#### [TASK DETAILS]
Each entry should be duplicated exactly, with no line missing.

#### [THE RECORDS]

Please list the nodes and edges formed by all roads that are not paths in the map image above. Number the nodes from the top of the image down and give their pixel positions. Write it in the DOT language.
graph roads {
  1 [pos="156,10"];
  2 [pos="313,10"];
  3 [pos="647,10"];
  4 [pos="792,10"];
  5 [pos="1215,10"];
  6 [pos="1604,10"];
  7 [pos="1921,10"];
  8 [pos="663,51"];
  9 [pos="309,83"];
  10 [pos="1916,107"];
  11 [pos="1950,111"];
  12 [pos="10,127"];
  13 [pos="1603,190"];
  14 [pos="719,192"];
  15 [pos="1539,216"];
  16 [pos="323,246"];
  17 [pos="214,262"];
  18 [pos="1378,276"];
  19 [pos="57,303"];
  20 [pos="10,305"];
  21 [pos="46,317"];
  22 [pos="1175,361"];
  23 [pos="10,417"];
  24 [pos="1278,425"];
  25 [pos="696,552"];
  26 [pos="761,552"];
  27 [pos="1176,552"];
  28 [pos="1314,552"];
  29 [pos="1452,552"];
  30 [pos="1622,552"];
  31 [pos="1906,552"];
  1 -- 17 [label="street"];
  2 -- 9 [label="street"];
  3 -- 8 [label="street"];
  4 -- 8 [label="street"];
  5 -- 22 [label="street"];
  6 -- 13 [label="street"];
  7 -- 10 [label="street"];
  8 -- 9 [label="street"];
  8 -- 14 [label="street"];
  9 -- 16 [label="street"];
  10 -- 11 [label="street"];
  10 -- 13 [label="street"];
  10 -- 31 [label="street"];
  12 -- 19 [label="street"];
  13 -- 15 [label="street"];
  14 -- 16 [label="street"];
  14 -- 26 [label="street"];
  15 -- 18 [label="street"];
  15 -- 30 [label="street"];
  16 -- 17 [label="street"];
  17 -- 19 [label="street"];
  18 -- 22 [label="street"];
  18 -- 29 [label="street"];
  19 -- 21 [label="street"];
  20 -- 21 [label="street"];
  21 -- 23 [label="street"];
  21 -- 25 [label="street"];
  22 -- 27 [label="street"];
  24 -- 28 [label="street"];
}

#### [FINISHED TASK]
Please list the nodes and edges formed by all roads that are not paths in the map image above. Number the nodes from the top of the image down and give their pixel positions. Write it in the DOT language.
graph roads {
  1 [pos="156,10"];
  2 [pos="313,10"];
  3 [pos="647,10"];
  4 [pos="792,10"];
  5 [pos="1215,10"];
  6 [pos="1604,10"];
  7 [pos="1921,10"];
  8 [pos="663,51"];
  9 [pos="309,83"];
  10 [pos="1916,107"];
  11 [pos="1950,111"];
  12 [pos="10,127"];
  13 [pos="1603,190"];
  14 [pos="719,192"];
  15 [pos="1539,216"];
  16 [pos="323,246"];
  17 [pos="214,262"];
  18 [pos="1378,276"];
  19 [pos="57,303"];
  20 [pos="10,305"];
  21 [pos="46,317"];
  22 [pos="1175,361"];
  23 [pos="10,417"];
  24 [pos="1278,425"];
  25 [pos="696,552"];
  26 [pos="761,552"];
  27 [pos="1176,552"];
  28 [pos="1314,552"];
  29 [pos="1452,552"];
  30 [pos="1622,552"];
  31 [pos="1906,552"];
  1 -- 17 [label="street"];
  2 -- 9 [label="street"];
  3 -- 8 [label="street"];
  4 -- 8 [label="street"];
  5 -- 22 [label="street"];
  6 -- 13 [label="street"];
  7 -- 10 [label="street"];
  8 -- 9 [label="street"];
  8 -- 14 [label="street"];
  9 -- 16 [label="street"];
  10 -- 11 [label="street"];
  10 -- 13 [label="street"];
  10 -- 31 [label="street"];
  12 -- 19 [label="street"];
  13 -- 15 [label="street"];
  14 -- 16 [label="street"];
  14 -- 26 [label="street"];
  15 -- 18 [label="street"];
  15 -- 30 [label="street"];
  16 -- 17 [label="street"];
  17 -- 19 [label="street"];
  18 -- 22 [label="street"];
  18 -- 29 [label="street"];
  19 -- 21 [label="street"];
  20 -- 21 [label="street"];
  21 -- 23 [label="street"];
  21 -- 25 [label="street"];
  22 -- 27 [label="street"];
  24 -- 28 [label="street"];
}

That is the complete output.